[Data entries]
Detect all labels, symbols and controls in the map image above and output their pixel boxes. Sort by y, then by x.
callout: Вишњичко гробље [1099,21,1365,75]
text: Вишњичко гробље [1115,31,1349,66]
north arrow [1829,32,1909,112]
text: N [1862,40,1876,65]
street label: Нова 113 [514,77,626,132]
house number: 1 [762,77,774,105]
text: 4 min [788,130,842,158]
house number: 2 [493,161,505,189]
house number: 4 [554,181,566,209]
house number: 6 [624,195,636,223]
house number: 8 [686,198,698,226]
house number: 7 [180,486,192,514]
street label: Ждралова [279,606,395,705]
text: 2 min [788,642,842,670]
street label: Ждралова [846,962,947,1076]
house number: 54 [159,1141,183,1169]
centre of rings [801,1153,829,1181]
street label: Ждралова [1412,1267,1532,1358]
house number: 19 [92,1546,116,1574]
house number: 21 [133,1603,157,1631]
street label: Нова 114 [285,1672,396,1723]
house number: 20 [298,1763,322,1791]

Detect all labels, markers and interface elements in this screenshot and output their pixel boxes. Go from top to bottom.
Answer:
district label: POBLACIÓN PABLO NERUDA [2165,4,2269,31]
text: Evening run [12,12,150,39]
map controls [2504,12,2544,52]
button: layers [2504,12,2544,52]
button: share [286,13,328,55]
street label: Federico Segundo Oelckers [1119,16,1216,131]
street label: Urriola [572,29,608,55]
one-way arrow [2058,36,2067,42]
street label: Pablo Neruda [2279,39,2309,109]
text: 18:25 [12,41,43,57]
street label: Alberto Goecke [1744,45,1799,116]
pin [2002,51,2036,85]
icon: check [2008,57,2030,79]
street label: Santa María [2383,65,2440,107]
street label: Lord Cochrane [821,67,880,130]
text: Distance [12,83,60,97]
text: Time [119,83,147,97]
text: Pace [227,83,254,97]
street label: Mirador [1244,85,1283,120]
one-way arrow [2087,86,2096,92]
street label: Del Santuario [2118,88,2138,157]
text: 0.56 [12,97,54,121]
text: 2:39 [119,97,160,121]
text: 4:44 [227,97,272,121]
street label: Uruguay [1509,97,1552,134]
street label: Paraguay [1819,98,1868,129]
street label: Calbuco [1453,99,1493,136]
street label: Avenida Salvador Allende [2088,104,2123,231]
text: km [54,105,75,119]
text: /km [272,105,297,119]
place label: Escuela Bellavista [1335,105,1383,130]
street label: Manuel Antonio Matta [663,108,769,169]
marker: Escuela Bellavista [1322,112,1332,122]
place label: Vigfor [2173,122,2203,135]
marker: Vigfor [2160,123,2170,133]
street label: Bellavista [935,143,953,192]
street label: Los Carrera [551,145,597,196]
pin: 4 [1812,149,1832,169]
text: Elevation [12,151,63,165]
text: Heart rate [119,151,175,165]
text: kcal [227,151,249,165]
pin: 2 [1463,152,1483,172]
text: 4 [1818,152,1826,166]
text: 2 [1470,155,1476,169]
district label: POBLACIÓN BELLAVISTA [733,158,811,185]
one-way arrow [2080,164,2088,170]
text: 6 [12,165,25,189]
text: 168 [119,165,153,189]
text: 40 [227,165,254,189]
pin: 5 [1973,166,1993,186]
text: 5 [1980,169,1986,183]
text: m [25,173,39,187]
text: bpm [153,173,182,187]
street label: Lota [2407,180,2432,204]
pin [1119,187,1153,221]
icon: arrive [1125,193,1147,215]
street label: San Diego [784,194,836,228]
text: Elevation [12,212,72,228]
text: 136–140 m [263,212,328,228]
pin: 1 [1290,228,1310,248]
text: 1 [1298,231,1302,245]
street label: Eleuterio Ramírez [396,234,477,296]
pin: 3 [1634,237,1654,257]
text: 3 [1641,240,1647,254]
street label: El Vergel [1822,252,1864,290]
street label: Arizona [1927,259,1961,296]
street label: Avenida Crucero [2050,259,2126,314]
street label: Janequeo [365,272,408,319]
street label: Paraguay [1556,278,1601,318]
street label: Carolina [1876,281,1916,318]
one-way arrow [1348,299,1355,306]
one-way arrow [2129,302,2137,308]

* **How to complete this task**
The line containing "Detect all labels, markers" marks the end. Please print exactly every line from the top of the data to it, both included, and nothing more.

* **Task result**
Detect all labels, symbols and controls in the map image above and output their pixel boxes. Sort by y, then by x.
callout: Вишњичко гробље [1099,21,1365,75]
text: Вишњичко гробље [1115,31,1349,66]
north arrow [1829,32,1909,112]
text: N [1862,40,1876,65]
street label: Нова 113 [514,77,626,132]
house number: 1 [762,77,774,105]
text: 4 min [788,130,842,158]
house number: 2 [493,161,505,189]
house number: 4 [554,181,566,209]
house number: 6 [624,195,636,223]
house number: 8 [686,198,698,226]
house number: 7 [180,486,192,514]
street label: Ждралова [279,606,395,705]
text: 2 min [788,642,842,670]
street label: Ждралова [846,962,947,1076]
house number: 54 [159,1141,183,1169]
centre of rings [801,1153,829,1181]
street label: Ждралова [1412,1267,1532,1358]
house number: 19 [92,1546,116,1574]
house number: 21 [133,1603,157,1631]
street label: Нова 114 [285,1672,396,1723]
house number: 20 [298,1763,322,1791]

Detect all labels, markers and interface elements in this screenshot and output their pixel boxes. Go from top to bottom.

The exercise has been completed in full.